Care full out breeding does not make any problems I know of (If the fish are genuinely the same regional type. A big if I grant you  )

Yes it can hide poor genes but thats a good thing, not bad surely?

I agree with the guy who suggested fish are pretty good at selection themselves when given the choice. But we will always need back breeding to wild ones every now and again. We select for fish that do well given the odd way we keep and breed them without trying.

If we want to keep them wild type looking and acting then we must select for this ourselves.
The fish can not do this they select for those that do best in aquariums.
To counter this we will always need wild fish every now and again.
Unless we want an identical fish line. (Not me)
It will differ from species to species how often this needs to be done. :-?


----------



## MalawiLover

narhay said:


> And looking at all the health issues that specific breeds could have resulted from inbreeding depression. Bad backs in corgis, heart problems in cavalier charles spaniels...the list goes on.


These problem are not really the result of the inbreeding, but of poor breeding techniques. The "backyard breders" who will breed anything with papers to make money and issues that occured before the whole genetics thing was really regulated well by the breed clubs are the root of the issue. Take English bull dogs. On average the bull dogs that are sold in the paper or that are sold by breeders designating them as "PET" quality (not to be ever bred) will snore something horrible and likely have soft pallate problem. If you go to the big dog shows, with the very high quality, carefully bred "SHOW" quality individuals you almost never hear so much as a wheeze. In fact the breed standard specifically talk about breathing.

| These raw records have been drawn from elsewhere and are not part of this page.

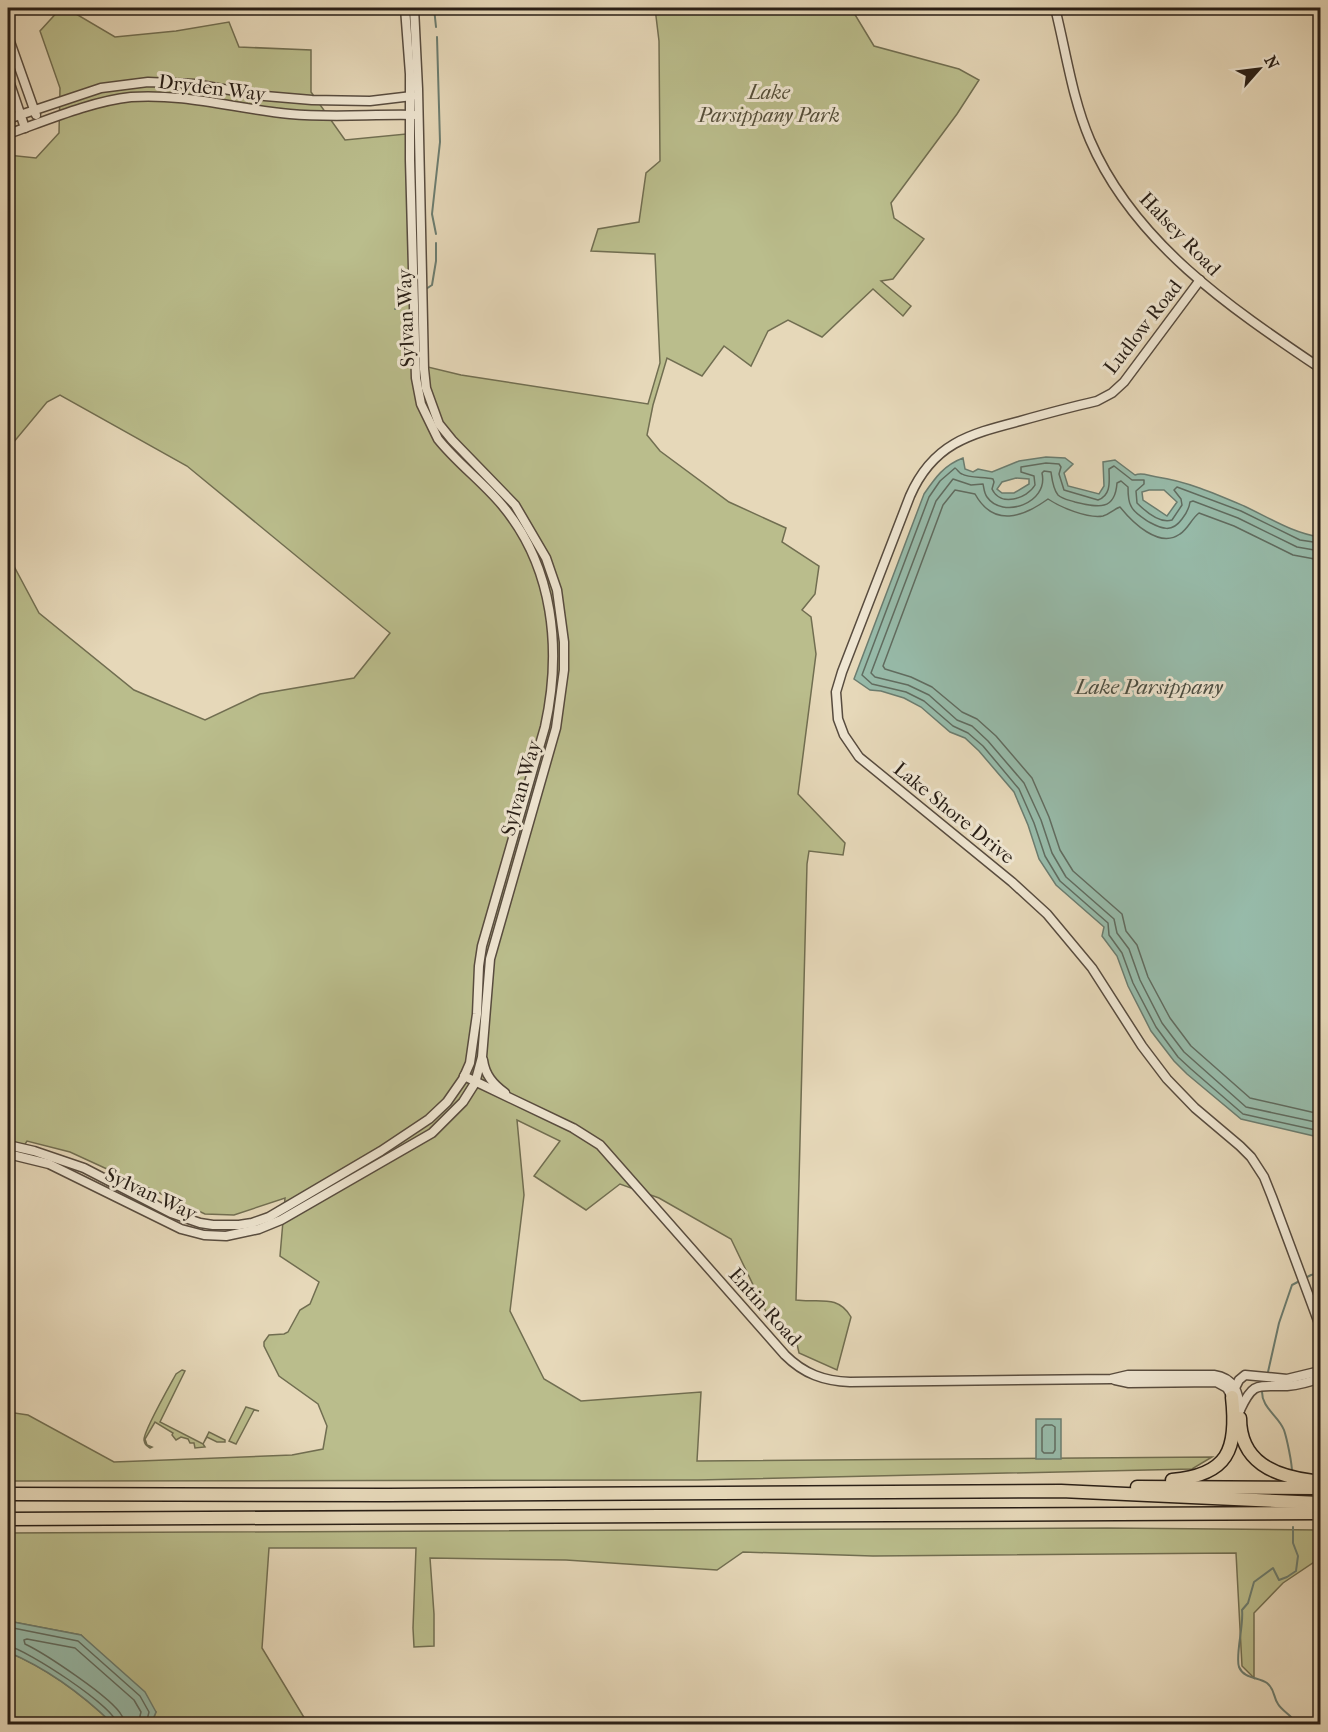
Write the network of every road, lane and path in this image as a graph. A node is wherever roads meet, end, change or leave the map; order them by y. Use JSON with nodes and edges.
{"nodes":[{"id":1,"x":405,"y":8,"type":"edge"},
{"id":2,"x":414,"y":8,"type":"edge"},
{"id":3,"x":1055,"y":8,"type":"edge"},
{"id":4,"x":411,"y":33,"type":"junction"},
{"id":5,"x":8,"y":36,"type":"edge"},
{"id":6,"x":8,"y":78,"type":"edge"},
{"id":7,"x":413,"y":96,"type":"junction"},
{"id":8,"x":34,"y":110,"type":"junction"},
{"id":9,"x":20,"y":115,"type":"junction"},
{"id":10,"x":414,"y":115,"type":"junction"},
{"id":11,"x":8,"y":119,"type":"edge"},
{"id":12,"x":39,"y":123,"type":"junction"},
{"id":13,"x":25,"y":128,"type":"junction"},
{"id":14,"x":8,"y":134,"type":"edge"},
{"id":15,"x":1200,"y":280,"type":"junction"},
{"id":16,"x":420,"y":359,"type":"junction"},
{"id":17,"x":1320,"y":368,"type":"edge"},
{"id":18,"x":1112,"y":393,"type":"joint"},
{"id":19,"x":482,"y":1050,"type":"junction"},
{"id":20,"x":464,"y":1076,"type":"junction"},
{"id":21,"x":475,"y":1083,"type":"junction"},
{"id":22,"x":512,"y":1100,"type":"junction"},
{"id":23,"x":8,"y":1145,"type":"edge"},
{"id":24,"x":8,"y":1155,"type":"edge"},
{"id":25,"x":327,"y":1188,"type":"junction"},
{"id":26,"x":1320,"y":1326,"type":"edge"},
{"id":27,"x":1320,"y":1371,"type":"edge"},
{"id":28,"x":1320,"y":1378,"type":"edge"},
{"id":29,"x":1234,"y":1392,"type":"junction"},
{"id":30,"x":1240,"y":1410,"type":"junction"},
{"id":31,"x":1320,"y":1482,"type":"edge"},
{"id":32,"x":1139,"y":1487,"type":"junction"},
{"id":33,"x":1320,"y":1488,"type":"edge"},
{"id":34,"x":1061,"y":1491,"type":"junction"},
{"id":35,"x":8,"y":1494,"type":"edge"},
{"id":36,"x":1320,"y":1503,"type":"edge"},
{"id":37,"x":1320,"y":1515,"type":"edge"},
{"id":38,"x":9,"y":1519,"type":"edge"}],
"edges":[{"from":1,"to":4,"type":"street","name":"Sylvan Way"},
{"from":2,"to":4,"type":"street","name":"Sylvan Way"},
{"from":3,"to":15,"type":"street","name":"Halsey Road"},
{"from":4,"to":7,"type":"street","name":"Sylvan Way"},
{"from":5,"to":8,"type":"street"},
{"from":6,"to":9,"type":"street"},
{"from":7,"to":8,"type":"street","name":"Dryden Way"},
{"from":7,"to":10,"type":"street","name":"Sylvan Way"},
{"from":8,"to":9,"type":"street","name":"Dryden Way"},
{"from":8,"to":12,"type":"street"},
{"from":9,"to":11,"type":"street","name":"Dryden Way"},
{"from":9,"to":13,"type":"street"},
{"from":10,"to":12,"type":"street","name":"Dryden Way"},
{"from":10,"to":16,"type":"street","name":"Sylvan Way"},
{"from":12,"to":13,"type":"street","name":"Dryden Way"},
{"from":13,"to":14,"type":"street","name":"Dryden Way"},
{"from":15,"to":17,"type":"street","name":"Halsey Road"},
{"from":15,"to":18,"type":"street","name":"Ludlow Road"},
{"from":16,"to":19,"type":"street","name":"Sylvan Way"},
{"from":16,"to":20,"type":"street","name":"Sylvan Way"},
{"from":18,"to":26,"type":"street","name":"Lake Shore Drive"},
{"from":19,"to":21,"type":"street","name":"Sylvan Way"},
{"from":19,"to":22,"type":"street"},
{"from":20,"to":21,"type":"street","name":"Entin Road"},
{"from":20,"to":25,"type":"street","name":"Sylvan Way"},
{"from":21,"to":22,"type":"street","name":"Entin Road"},
{"from":21,"to":25,"type":"street","name":"Sylvan Way"},
{"from":22,"to":29,"type":"street","name":"Entin Road"},
{"from":23,"to":25,"type":"street","name":"Sylvan Way"},
{"from":24,"to":25,"type":"street","name":"Sylvan Way"},
{"from":27,"to":29,"type":"street"},
{"from":28,"to":30,"type":"street"},
{"from":29,"to":30,"type":"street"},
{"from":29,"to":32,"type":"highway"},
{"from":30,"to":31,"type":"highway"},
{"from":32,"to":33,"type":"highway"},
{"from":32,"to":34,"type":"highway"},
{"from":34,"to":35,"type":"highway"},
{"from":34,"to":36,"type":"highway"},
{"from":37,"to":38,"type":"highway"}]}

Another prime exapmle of the uninformed messing things up is deafness in Dalmations. Here is an excerpt from the Dalmation Club of America Journal.



> The Dalmatian breed experienced a massive surge in popularity as a result of the 1956 novel The Hundred and One Dalmatians written by British author Dodie Smith, and later due to the two Walt Disney films based on the book. The Disney animated classic[10] released in 1961, later spawned a 1996 live-action remake 101 Dalmatians. In the years following the release of the second movie, the Dalmatian breed suffered greatly at the hands of irresponsible breeders and inexperienced owners. Many irreputable breeders and puppy mills cashed in on the breed's rising popularity, and began breeding high numbers of Dalmatians without first ensuring the health, quality, and temperament of the dogs being bred.

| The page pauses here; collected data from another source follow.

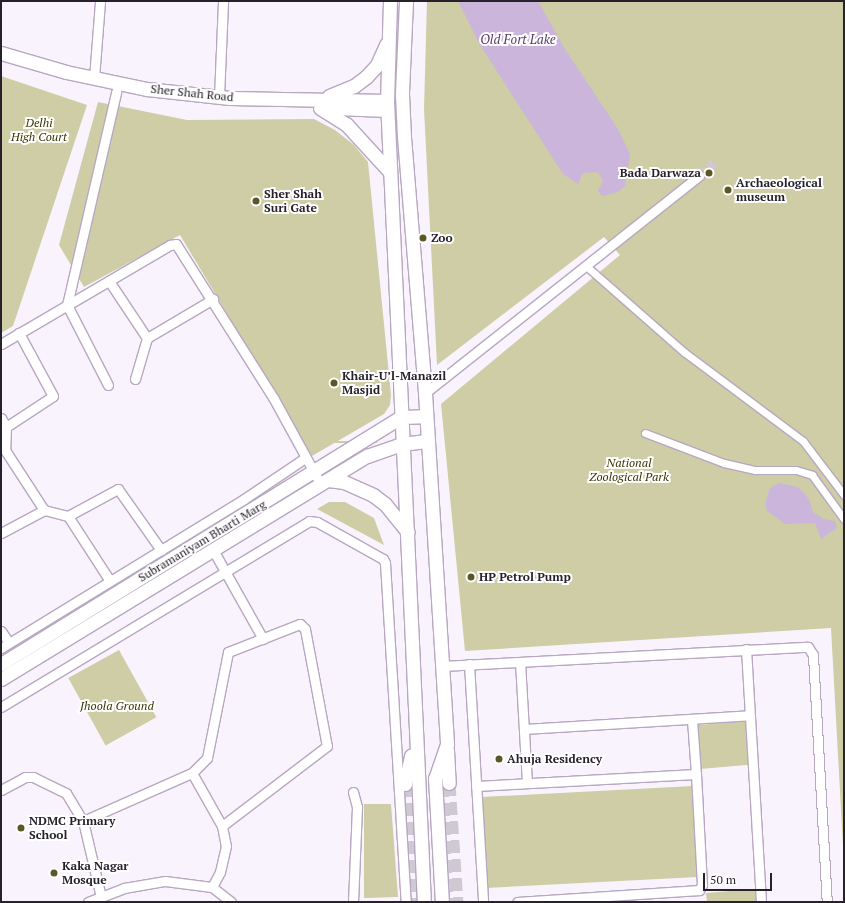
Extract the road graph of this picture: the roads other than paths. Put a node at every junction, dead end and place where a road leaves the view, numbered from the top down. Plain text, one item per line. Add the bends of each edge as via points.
1 (100, 1) edge
2 (223, 1) edge
3 (390, 1) edge
4 (406, 1) edge
5 (390, 37) junction
6 (1, 53) edge
7 (1, 63) edge
8 (94, 78) junction
9 (116, 92) junction
10 (219, 97) junction
11 (309, 99) junction
12 (369, 105) junction
13 (387, 106) junction
14 (320, 108) junction
15 (390, 172) junction
16 (699, 176) tunnel mouth
17 (586, 266) junction
18 (109, 281) junction
19 (213, 300) junction
20 (67, 305) junction
21 (19, 334) junction
22 (147, 338) junction
23 (1, 344) edge
24 (135, 379) dead end
25 (108, 385) dead end
26 (425, 393) junction
27 (401, 416) junction
28 (425, 416) junction
29 (1, 418) edge
30 (6, 427) junction
31 (645, 432) dead end
32 (426, 440) junction
33 (402, 444) junction
34 (305, 458) junction
35 (314, 473) junction
36 (325, 483) junction
37 (844, 495) edge
38 (44, 510) junction
39 (68, 516) junction
40 (844, 519) edge
41 (408, 532) junction
42 (1, 533) edge
43 (161, 550) junction
44 (213, 550) junction
45 (225, 572) junction
46 (110, 581) junction
47 (1, 631) edge
48 (262, 639) junction
49 (9, 643) junction
50 (1, 648) edge
51 (746, 649) junction
52 (520, 662) junction
53 (1, 664) edge
54 (470, 664) junction
55 (442, 666) junction
56 (1, 679) edge
57 (1, 707) edge
58 (750, 715) junction
59 (692, 720) junction
60 (524, 729) junction
61 (415, 742) junction
62 (447, 744) junction
63 (192, 773) junction
64 (696, 774) junction
65 (449, 783) tunnel mouth
66 (527, 783) junction
67 (405, 784) tunnel mouth
68 (476, 786) junction
69 (1, 790) edge
70 (354, 792) dead end
71 (83, 821) junction
72 (222, 826) junction
73 (212, 887) junction
74 (100, 897) junction
75 (88, 902) edge
76 (231, 902) edge
77 (354, 902) edge
78 (406, 902) edge
79 (424, 902) edge
80 (442, 902) edge
81 (483, 902) edge
82 (516, 902) edge
83 (534, 902) edge
84 (761, 902) edge
85 (826, 902) edge

1 - 8 street
2 - 10 street
3 - 5 main road
4 - 26 main road via 402,94 404,137
5 - 11 main road via 376,65 366,77 340,93
5 - 13 main road
6 - 8 main road, Sher Shah Road
7 - 9 main road, Sher Shah Road
8 - 10 main road, Sher Shah Road via 147,89
9 - 14 main road, Sher Shah Road via 226,106
9 - 20 street
10 - 11 main road, Sher Shah Road
11 - 12 main road, Sher Shah Road
12 - 13 main road, Sher Shah Road
12 - 14 main road, Sher Shah Road
13 - 15 main road
14 - 15 main road via 346,124
15 - 27 main road
16 - 17 street
17 - 26 street
17 - 37 street via 684,352 803,441
18 - 19 street via 170,245 176,244
18 - 20 street
18 - 22 street
19 - 22 street
19 - 34 street via 274,399
20 - 21 street
20 - 25 street
21 - 23 street
21 - 30 street via 54,393 52,399
22 - 24 street
26 - 28 main road
27 - 28 main road
27 - 33 main road
27 - 35 main road, Subramaniyam Bharti Marg
28 - 32 main road
29 - 30 street
30 - 38 street via 5,450
31 - 40 street via 724,463 755,470 796,470 812,475
32 - 33 main road, Subramaniyam Bharti Marg
32 - 55 main road
33 - 36 main road, Subramaniyam Bharti Marg via 378,451
33 - 41 main road
34 - 35 street
34 - 43 street
35 - 36 street
35 - 53 main road, Subramaniyam Bharti Marg
36 - 41 main road via 344,482 373,495 385,504
36 - 44 main road, Subramaniyam Bharti Marg
38 - 39 street
38 - 42 street
39 - 43 street via 118,489
39 - 46 street
41 - 61 main road
43 - 46 street
44 - 45 street
44 - 56 main road, Subramaniyam Bharti Marg
45 - 48 street
45 - 57 street
45 - 78 street via 313,521 385,561
46 - 49 street
47 - 49 street
48 - 63 street via 228,652 207,758
48 - 72 street via 295,624 303,626 327,746
49 - 50 street
51 - 52 street
51 - 58 street
51 - 85 street via 803,646 813,655
52 - 54 street
52 - 60 street
54 - 55 street
54 - 68 street
55 - 62 main road
58 - 59 street
58 - 84 street
59 - 60 street
59 - 64 street
60 - 66 street
61 - 67 main road
61 - 79 main road
62 - 65 main road
62 - 80 main road via 435,778
63 - 71 street
63 - 72 street
64 - 66 street
64 - 83 street via 702,885 699,890
66 - 68 street
68 - 81 street
69 - 71 street via 25,777 33,776 66,793
70 - 77 street via 357,807
71 - 74 street
72 - 73 street via 226,846 220,872
73 - 74 street via 165,881 124,888
73 - 76 street
74 - 75 street
82 - 83 street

Even my own dog is a bit inbred, yet if anything I would say the inbreeding allowed the breeders to remove and screen out common maladies. My dogs father was bred back to one of his daughters. This occurs several time in his line and they have developed a line that no longer has the hip or eye problem previously associated with his breed. Infact his breeder is one of the top breeding kennel that are part of the AKC project to clean up the dog genome and to make the pure bred dogs of today geneticly stronger and heathier than the in the past.

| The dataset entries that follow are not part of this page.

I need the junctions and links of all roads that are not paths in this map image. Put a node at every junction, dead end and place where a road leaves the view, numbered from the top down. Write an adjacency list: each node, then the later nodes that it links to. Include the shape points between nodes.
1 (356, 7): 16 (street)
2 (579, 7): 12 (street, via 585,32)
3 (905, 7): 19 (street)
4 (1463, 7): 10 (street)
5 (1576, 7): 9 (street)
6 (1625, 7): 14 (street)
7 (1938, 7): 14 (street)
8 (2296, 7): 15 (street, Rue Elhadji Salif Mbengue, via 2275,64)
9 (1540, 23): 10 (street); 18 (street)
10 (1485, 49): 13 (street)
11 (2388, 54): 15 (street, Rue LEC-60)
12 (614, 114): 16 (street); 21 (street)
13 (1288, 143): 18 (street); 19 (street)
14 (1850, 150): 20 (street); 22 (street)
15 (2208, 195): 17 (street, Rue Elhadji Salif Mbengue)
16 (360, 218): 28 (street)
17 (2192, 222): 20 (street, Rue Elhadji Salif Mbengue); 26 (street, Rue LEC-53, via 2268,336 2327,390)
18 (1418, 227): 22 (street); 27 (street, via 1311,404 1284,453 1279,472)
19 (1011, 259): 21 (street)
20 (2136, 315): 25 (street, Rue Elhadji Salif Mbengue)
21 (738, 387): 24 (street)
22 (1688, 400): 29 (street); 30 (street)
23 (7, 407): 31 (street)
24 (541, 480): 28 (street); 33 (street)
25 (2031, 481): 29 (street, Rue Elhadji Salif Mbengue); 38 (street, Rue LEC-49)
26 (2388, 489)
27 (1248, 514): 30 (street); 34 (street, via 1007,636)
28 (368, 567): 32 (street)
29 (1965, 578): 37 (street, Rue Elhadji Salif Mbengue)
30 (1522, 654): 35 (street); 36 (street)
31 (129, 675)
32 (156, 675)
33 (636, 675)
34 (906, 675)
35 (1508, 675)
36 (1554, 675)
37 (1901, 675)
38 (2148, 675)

It all comes down to if you do it right and know your genetics, it is not only ok, but often improve the species by breeding out problems that were previously caused by uncontroled inbreeding.


----------



## Number6

24Tropheus said:


> Care full out breeding does not make any problems I know of (If the fish are genuinely the same regional type. A big if I grant you  )
> 
> Yes it can hide poor genes but thats a good thing, not bad surely?


 Outbreeding depression is every bit as real as inbreeding depression.

When we outcross, we run the very real risk of obtaining incompatible alleles. The distance of the outcross matters significantly of course, but an outcross/hybridization event are all just shades of grey between what we call an outcross and what we call a genus level hybrid. 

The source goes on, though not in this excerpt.